Converti, perché gli italiani non hanno fiducia nei partiti politici?
«Per una totale assenza di radicalità e di idee chiare. Oggi, invece che il partito, va avanti il leader di turno. Il partito – che dovrebbe essere la struttura portante – ha ormai poco peso purtroppo e questo ci fa perdere le nostre origini e l’indirizzo politico. Oltre questo va detto che manca la politica di territorio, quella più importante perché la piccola sezione o i rappresentanti territoriali – se riconosciuti – vengono identificati con il partito. L’assenza totale di strutture ha fatto sì che la fiducia nei partiti sia praticamente nulla e ciò causa anche una serie di conseguenze. Nonostante io sia una persona molto radicata sul territorio – ho preso le mie preferenze particolarmente nelle periferie e su alcune tematiche – le persone mi identificano comunque con il partito e spesso mi sento dire Eh però il Pd…. Credo che il sentimento emerso dalla vostra indagine si traduca anche così. Il senso di sfiducia è molto forte, soprattutto ai margini delle grandi città. Basti pensare che nelle periferie di Roma, a ogni tornata elettorale viene eletto un partito diverso perché la disperazione porta gli elettori a votare per tentativi. Dopo questi dati, al mio partito suggerirei una maggiore radicalità su alcuni temi e un ricambio della classe dirigente».
Se da un lato ci sono i cittadini e gli elettori delusi dalle istituzioni, dall’altro, dunque, ci sono i politici che – dal canto loro – devono favorire la ricostruzione del rapporto.
Asciutto, cosa dovrebbero fare i politici per avvicinare i cittadini?
«Coinvolgerli, prima di tutto, nelle scelte dell’amministrazione e mettere in atto la ‘politica partecipata’. Perché non va mai dimenticato che siamo noi politici ad essere al servizio del cittadino. Non viviamo in uno stato autoritario e, pertanto, dobbiamo mettere in campo ogni azione possibile per facilitare la loro vita, a partire dallo snellimento della burocrazia.
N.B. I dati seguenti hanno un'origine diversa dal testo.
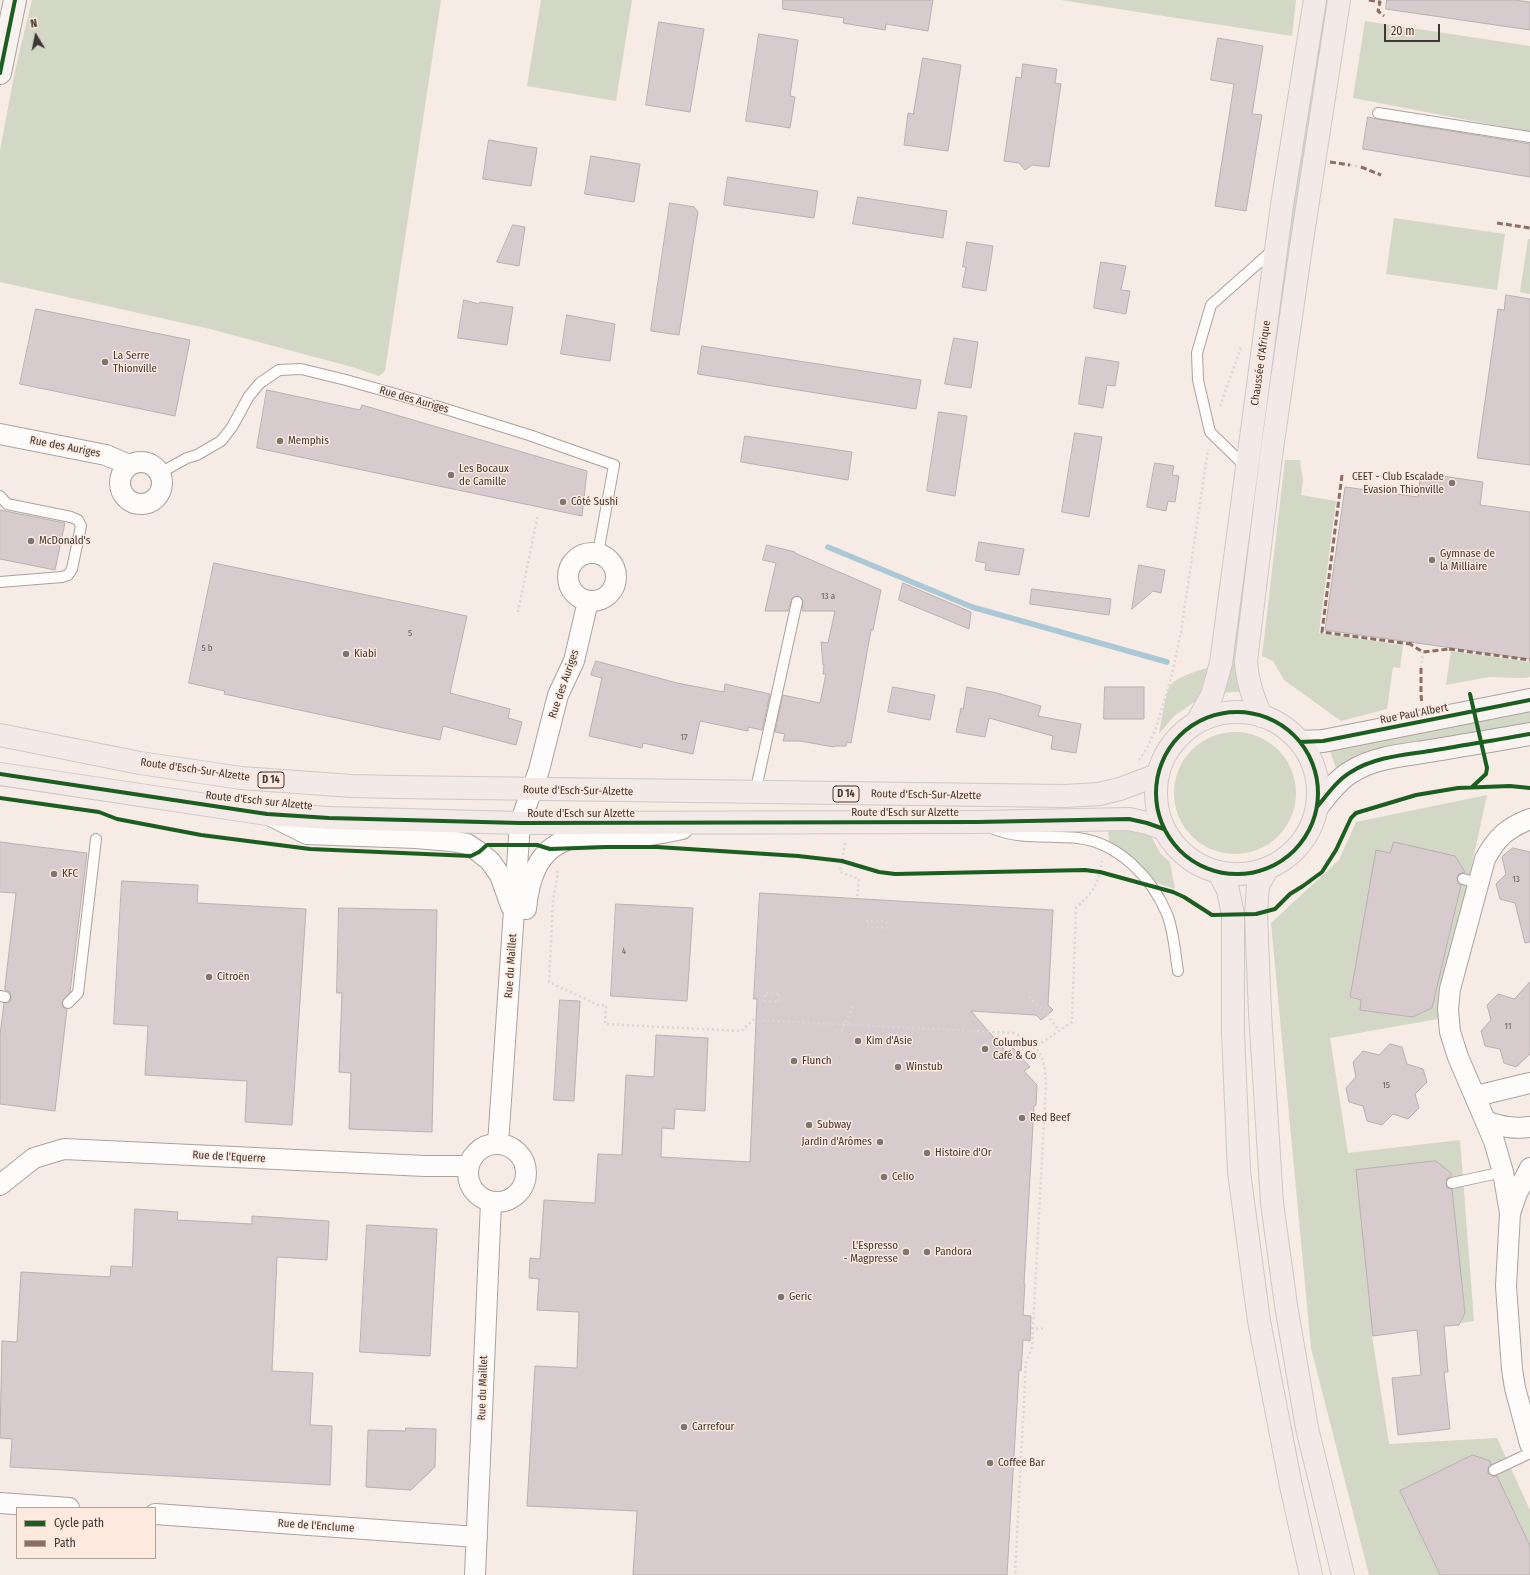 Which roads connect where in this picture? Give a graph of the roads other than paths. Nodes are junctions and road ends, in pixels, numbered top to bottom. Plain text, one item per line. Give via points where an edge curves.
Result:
1 (15, 0) edge
2 (1315, 0) edge
3 (1339, 0) edge
4 (0, 72) edge
5 (1378, 113) dead end
6 (1530, 137) edge
7 (1276, 248) junction
8 (0, 434) edge
9 (129, 465) junction
10 (1247, 468) junction
11 (160, 473) junction
12 (0, 496) edge
13 (598, 553) junction
14 (0, 582) edge
15 (588, 601) junction
16 (797, 602) dead end
17 (1530, 700) edge
18 (1261, 716) junction
19 (1198, 722) junction
20 (1530, 734) edge
21 (0, 735) edge
22 (1300, 742) junction
23 (0, 774) edge
24 (1157, 775) junction
25 (532, 790) junction
26 (754, 793) junction
27 (1317, 807) junction
28 (268, 814) junction
29 (1530, 819) edge
30 (726, 822) junction
31 (977, 822) junction
32 (520, 823) junction
33 (1164, 829) junction
34 (96, 839) dead end
35 (1268, 868) junction
36 (1219, 873) junction
37 (514, 916) junction
38 (1178, 971) dead end
39 (510, 975) junction
40 (68, 1003) dead end
41 (1530, 1083) edge
42 (1476, 1096) junction
43 (1486, 1122) junction
44 (1530, 1127) edge
45 (498, 1144) junction
46 (468, 1166) junction
47 (1530, 1168) edge
48 (1503, 1172) junction
49 (1452, 1183) dead end
50 (0, 1185) edge
51 (491, 1202) junction
52 (1510, 1213) junction
53 (1530, 1444) edge
54 (1530, 1453) edge
55 (1494, 1470) dead end
56 (0, 1503) edge
57 (55, 1507) edge
58 (156, 1514) edge
59 (477, 1537) junction
60 (475, 1575) edge
61 (1311, 1575) edge
62 (1343, 1575) edge

1 - 4 main road
2 - 7 main road, Chaussée d'Afrique
3 - 18 main road via 1302,241 1246,661 1246,676
5 - 6 lane
7 - 10 main road, Chaussée d'Afrique
7 - 10 lane via 1211,305 1197,353 1198,380 1210,432
8 - 9 street, Rue des Auriges via 106,455
9 - 11 street via 143,461 150,463
9 - 11 street via 120,477 121,491 125,497 137,504 144,504 156,498 162,486
10 - 19 main road, Chaussée d'Afrique via 1220,663 1212,695
11 - 13 lane, Rue des Auriges via 221,441 260,383 278,370 301,369 529,434 614,465
12 - 14 lane via 8,504 72,517 78,520 81,526 72,569 68,575
13 - 15 street via 612,562 617,578 611,593 596,601
13 - 15 street via 582,555 576,559 568,574 571,589 576,595
15 - 25 street, Rue des Auriges via 574,661 558,695
16 - 26 lane
17 - 22 main road, Rue Paul Albert via 1323,741
18 - 19 main road via 1245,712 1228,712
18 - 22 main road via 1277,722
19 - 24 main road via 1183,732 1172,744
20 - 27 main road via 1403,755 1361,766 1341,780
21 - 25 main road, Route d'Esch-Sur-Alzette / D 14 via 140,763 242,778 352,786
22 - 27 main road via 1314,768 1318,787
23 - 28 main road, Route d'Esch sur Alzette
24 - 26 main road, Route d'Esch-Sur-Alzette / D 14 via 1120,789 1098,794 1065,796
24 - 33 main road via 1156,802
25 - 26 main road, Route d'Esch-Sur-Alzette / D 14
25 - 32 street, Rue du Maillet
27 - 35 main road via 1308,832 1300,844 1291,854
28 - 32 main road, Route d'Esch sur Alzette
28 - 37 street via 307,834 416,838 467,844 490,861 500,875
29 - 42 street via 1502,834 1470,881 1448,1009 1450,1032 1458,1057
30 - 31 main road, Route d'Esch sur Alzette
30 - 32 main road, Route d'Esch sur Alzette
30 - 39 street via 641,836 574,838 550,849 536,867 531,880 524,933
31 - 33 main road, Route d'Esch sur Alzette via 1129,819
31 - 38 lane via 1018,836 1056,836 1093,841 1136,867 1148,881 1167,914
32 - 37 street, Rue du Maillet
33 - 36 main road via 1184,856
34 - 40 lane via 78,992
35 - 36 main road via 1252,873
35 - 62 main road via 1258,885 1256,914 1272,1202 1307,1428
36 - 61 main road via 1228,890 1233,915 1233,1033 1239,1172 1259,1321
37 - 39 street, Rue du Maillet
39 - 45 street, Rue du Maillet
41 - 42 street
42 - 43 street
43 - 44 street via 1504,1128
43 - 48 street
45 - 46 street via 488,1145 479,1150
45 - 51 street via 506,1145 520,1154 526,1176 520,1191 514,1196 507,1200
46 - 50 street, Rue de l'Equerre via 64,1149 34,1158
46 - 51 street via 470,1184 475,1192
47 - 52 street
48 - 49 lane
48 - 52 street
51 - 59 street, Rue du Maillet
52 - 53 street via 1506,1286 1510,1348 1515,1388
54 - 55 lane
56 - 57 street
58 - 59 street, Rue de l'Enclume
59 - 60 street, Rue du Maillet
Anche prenotare un appuntamento in Comune per una persona che non sa utilizzare la piattaforma digitale può diventare difficile e questo comporta l’allontanamento dei cittadini della vita politica del posto in cui abitano, creando non poco disagio. Che cosa dovrebbero fare nel concreto gli amministratori? Aprire le porte dei loro uffici. Io l’ho fatto anche recentemente quando ho lavorato alla realizzazione del PEBA (Piano Urbanistico Eliminazione delle Barriere Architettoniche), coinvolgendo i cittadini destinatari del progetto perché è centrale nella stesura di un piano come questo la partecipazione di chi vive la disabilità che bene conosce il territorio e le sue difficoltà da abbattere. Ho voluto ascoltare i cittadini e con loro lavorare».